The regional court in Hamburg invalidated that clause too on the basis that it required buyers of SAP software to acquire additional licenses exclusively from SAP and not from third party resellers such as Susensoftware. The clause was unduly discriminatory towards buyers of SAP software, it ruled.
However, SAP said that, in practice, the company had only ever applied the clause to initial licensees and not to third party acquirers of the software.
"The Regional Court of Hamburg clearly refers to the CJEU case in its reasoning and says that the two clauses in the terms and conditions are unduly discriminating against SAP customers and are not in line with the decision in the Oracle and UsedSoft case," Barabash said.
In July 2012, the CJEU ruled that software owners exhaust their rights to control the resale of their copyrighted products after they have sold them within the EU, regardless of whether the sale concerns a physical product or one downloaded from the internet. It said that, as a result, the original purchaser of the software can sell on 'used' copies of the software to others but that they must delete any copy they have made for their own use when they make that sale.

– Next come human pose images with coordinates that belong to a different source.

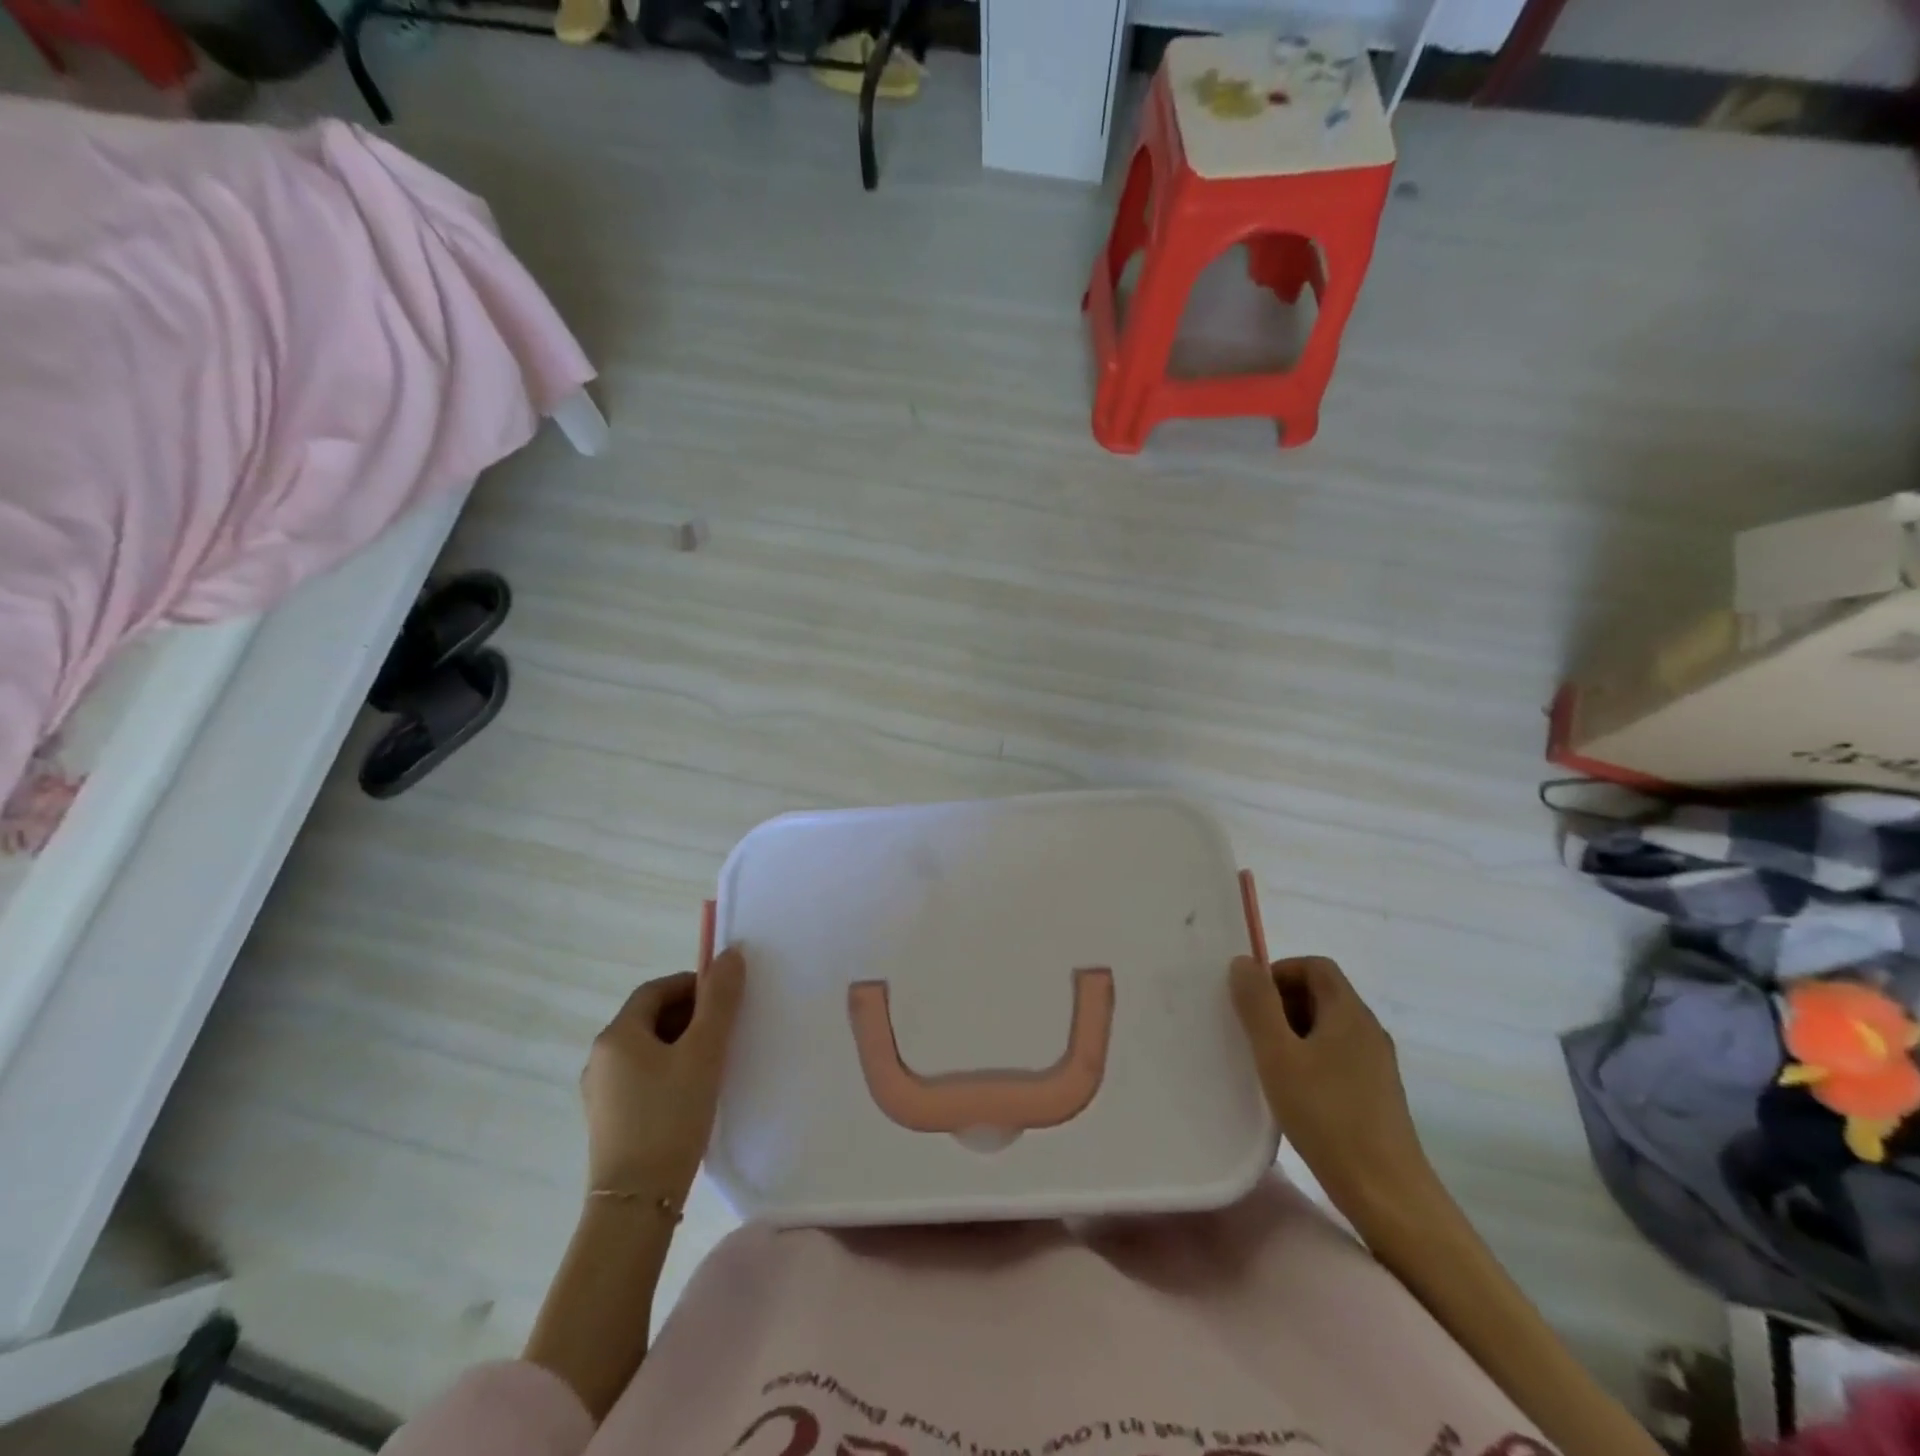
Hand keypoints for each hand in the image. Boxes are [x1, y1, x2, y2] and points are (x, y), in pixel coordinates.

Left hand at [580, 947, 745, 1205]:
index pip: (656, 990)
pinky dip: (668, 1070)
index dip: (693, 984)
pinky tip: (692, 1091)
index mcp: (617, 1035)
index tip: (725, 997)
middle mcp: (600, 1057)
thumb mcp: (704, 1053)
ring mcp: (600, 1092)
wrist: (635, 1204)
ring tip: (715, 1060)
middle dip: (690, 1014)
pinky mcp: (608, 1119)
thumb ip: (720, 1001)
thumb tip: (730, 954)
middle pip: (649, 1017)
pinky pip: (641, 1077)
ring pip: (646, 1049)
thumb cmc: (670, 1117)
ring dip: (680, 1043)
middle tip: (726, 1028)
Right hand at [1230, 954, 1435, 1225]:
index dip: (1279, 972)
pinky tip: (1291, 1091)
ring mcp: (1376, 1063)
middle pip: (1321, 993)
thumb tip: (1243, 962)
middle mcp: (1367, 1029)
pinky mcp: (1376, 1092)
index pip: (1315, 966)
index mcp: (1349, 1012)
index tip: (1252, 1001)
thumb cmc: (1327, 1115)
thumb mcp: (1278, 1055)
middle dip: (1281, 1003)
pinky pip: (1336, 1056)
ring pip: (1327, 1027)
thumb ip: (1257, 1004)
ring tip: (1266, 1062)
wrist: (1386, 1193)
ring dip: (1292, 1032)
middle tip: (1252, 1032)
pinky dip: (1309, 1058)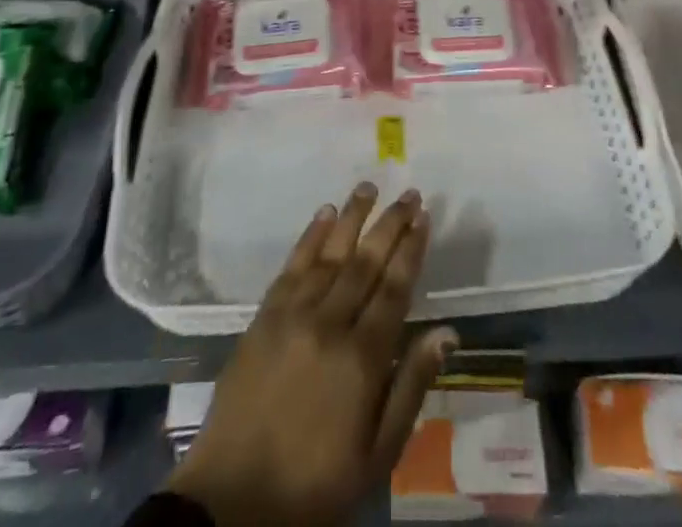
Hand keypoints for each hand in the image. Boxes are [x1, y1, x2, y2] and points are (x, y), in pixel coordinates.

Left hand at [167, 184, 455, 526]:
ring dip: (352, 217)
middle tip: (409, 193)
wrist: (234, 501)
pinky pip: (292, 266)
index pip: (395, 287)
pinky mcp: (264, 317)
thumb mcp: (377, 454)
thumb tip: (447, 332)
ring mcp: (293, 316)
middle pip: (366, 262)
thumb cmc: (315, 484)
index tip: (424, 216)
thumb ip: (411, 387)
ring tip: (369, 186)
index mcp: (363, 359)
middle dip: (390, 224)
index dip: (411, 249)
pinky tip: (325, 214)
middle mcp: (330, 324)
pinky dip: (311, 236)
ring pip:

However, the Court said that the original purchaser cannot divide up the number of licenses for the software they buy from the copyright owner and then sell on the right to use those licences that they do not need.
"The interesting thing about the new decision from Hamburg is that it is not a software developer that was initiating legal action to protect its software market through eliminating used license resellers, as was the case in the Oracle and UsedSoft case," Barabash said. "The positions of the attacker and the defendant are switched. It was a used software reseller claiming that a software developer was violating general copyright principles and putting resellers at a great disadvantage through the use of invalid and restricting terms and conditions."
Barabash said that the German Act Against Unfair Business Practices allows businesses to bring claims against other companies even where there is no direct legal relationship between the parties.
The expert predicted that SAP would file an appeal to the court's ruling in the hope that, even if the original ruling is upheld, the higher court will provide more detailed guidance on the admissibility and inadmissibility of restrictions in licensing agreements.
"It has been unclear until now, in light of the CJEU's ruling in the Oracle and UsedSoft case, whether there were loopholes software developers could use to avoid their licensing terms being affected by the judgment in that case," Barabash said. "It seems, however, that German courts will look to implement that judgment in a very strict way in a manner that will benefit resellers."